Remember the NPS was, and in large measure still is, run by historians that privilege information and historical values above all else. Still, there is a danger that in creating "copies" of the past, the public may be confused about differentiating the "real" from the "unreal." This argument goes back to Eugene-Emmanuel Viollet-le-Duc's position that an intervention should create a past that never existed, as long as it's an improvement. The NPS's position is far more Ruskinian in its reverence for the voicefulness of the past.
Posted by: Jeremy Wells at Oct 31, 2006 7:05:34 PM
What does "a false sense of history" mean?
Posted by: john massengale at Nov 1, 2006 12:39:05 AM
According to the NPS, a false sense of history is created by "adding conjectural features, features from other properties, or by combining features that never existed together historically. ... Each property will be recognized as a physical record of its time, place, and use." (see the range of Standards at http://www.cr.nps.gov/local-law/arch_stnds_8_2.htm)
For example, in the extreme, I could create a gothic revival house that perfectly follows Downing's designs, but doesn't match any house that actually existed.
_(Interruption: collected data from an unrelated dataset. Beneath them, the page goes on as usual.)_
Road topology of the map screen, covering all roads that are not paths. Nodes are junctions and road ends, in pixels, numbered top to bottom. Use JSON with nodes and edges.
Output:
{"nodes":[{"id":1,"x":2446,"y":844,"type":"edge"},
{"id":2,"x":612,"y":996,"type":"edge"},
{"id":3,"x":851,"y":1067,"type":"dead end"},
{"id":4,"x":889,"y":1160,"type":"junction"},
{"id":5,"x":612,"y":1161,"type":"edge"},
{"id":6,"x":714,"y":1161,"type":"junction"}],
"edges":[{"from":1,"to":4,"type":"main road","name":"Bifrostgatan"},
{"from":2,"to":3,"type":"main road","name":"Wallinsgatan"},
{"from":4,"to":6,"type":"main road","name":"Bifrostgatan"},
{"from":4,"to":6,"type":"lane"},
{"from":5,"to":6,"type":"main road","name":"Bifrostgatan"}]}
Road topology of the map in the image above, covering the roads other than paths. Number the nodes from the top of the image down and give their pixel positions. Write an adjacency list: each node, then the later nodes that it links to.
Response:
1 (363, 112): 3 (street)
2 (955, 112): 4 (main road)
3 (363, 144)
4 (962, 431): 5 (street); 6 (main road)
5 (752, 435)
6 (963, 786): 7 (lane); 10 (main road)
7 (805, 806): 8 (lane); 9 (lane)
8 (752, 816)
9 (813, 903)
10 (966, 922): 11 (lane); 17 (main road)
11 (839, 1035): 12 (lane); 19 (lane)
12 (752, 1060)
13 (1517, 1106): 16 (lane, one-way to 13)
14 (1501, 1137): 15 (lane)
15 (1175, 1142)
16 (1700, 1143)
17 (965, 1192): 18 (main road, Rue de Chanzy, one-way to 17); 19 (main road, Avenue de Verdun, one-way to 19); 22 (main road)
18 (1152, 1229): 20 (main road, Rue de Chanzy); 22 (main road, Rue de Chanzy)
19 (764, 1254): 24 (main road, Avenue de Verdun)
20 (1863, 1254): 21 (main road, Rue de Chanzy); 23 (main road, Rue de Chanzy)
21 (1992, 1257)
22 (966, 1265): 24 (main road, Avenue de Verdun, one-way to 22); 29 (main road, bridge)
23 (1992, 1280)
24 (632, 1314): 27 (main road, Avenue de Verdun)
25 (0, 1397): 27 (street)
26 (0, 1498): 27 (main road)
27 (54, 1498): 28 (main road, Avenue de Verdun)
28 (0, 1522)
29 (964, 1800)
Would a visitor from today be fooled into thinking that this "new" house is really the genuine artifact? One could even build patina into the construction to add instant age value.
A more realistic example might be an addition to an existing historic building. Let's say that this building is in the Richardsonian Romanesque style. I could create the addition such that it incorporates not only the same stone of the building (from the same quarry), but duplicates the original design in every detail, complete with a plethora of Syrian arches. A visitor viewing the new composition may be fooled into thinking that the new addition is in actuality contemporaneous with the original.
The core of this argument is based on authenticity: what is the genuine and what is the copy? It is a theme that is well addressed by art conservators (see Paul Philippot, Cesare Brandi, Giovanni Carbonara).
My personal belief is that there has to be a balance. Traditional design before the modernists liberally borrowed from the past, but usually didn't create exact duplicates. Hence, one can differentiate an early 19th century neo-classical building from one built in the 20th century even though both share many of the same aesthetic features. This precedent, however, could be used to justify a return to past methods of incorporating such design into new construction. It is quite possible that the National Park Service is too strict in its interpretation, but the most important point is that it is an interpretation.
Posted by: Jeremy Wells at Nov 1, 2006 3:46:00 PM
I'm sorry, but I'm sitting here trying to think of a compelling reason why an addition to an older building shouldn't be theoretically capable of fooling an onlooker into thinking it's original, and I just can't. These are buildings, not paintings.
If it's that earth-shatteringly important to keep unwitting onlookers from thinking that an addition to a building is part of the original design--and, again, I am unable to conceive of a reason why it would be--then can't we put a small plaque on the addition listing the date on which the work commenced, or something?
Posted by: Daniel at Nov 10, 2006 7:21:19 AM
Christopher Alexander talks about preserving the 'wholeness' of an existing or latent structure (see his latest, 'The Nature of Order'). This goes deeper than merely preserving the historic built fabric for its age, cultural values or cuteness. This wholeness is then transformed over time into a harmonious new 'whole' in a process similar to the evolution of vernacular architecture. Sometimes the wholeness values and heritage values will coincide but not always. I believe this is a healthier way to heal our built environment than obssesing about falsification of the artifact which is really a modern idea. If the academics need to idenify later additions and alterations, as-built records can be kept and subtle clues can be built in to avoid the dreaded problem of conjecture.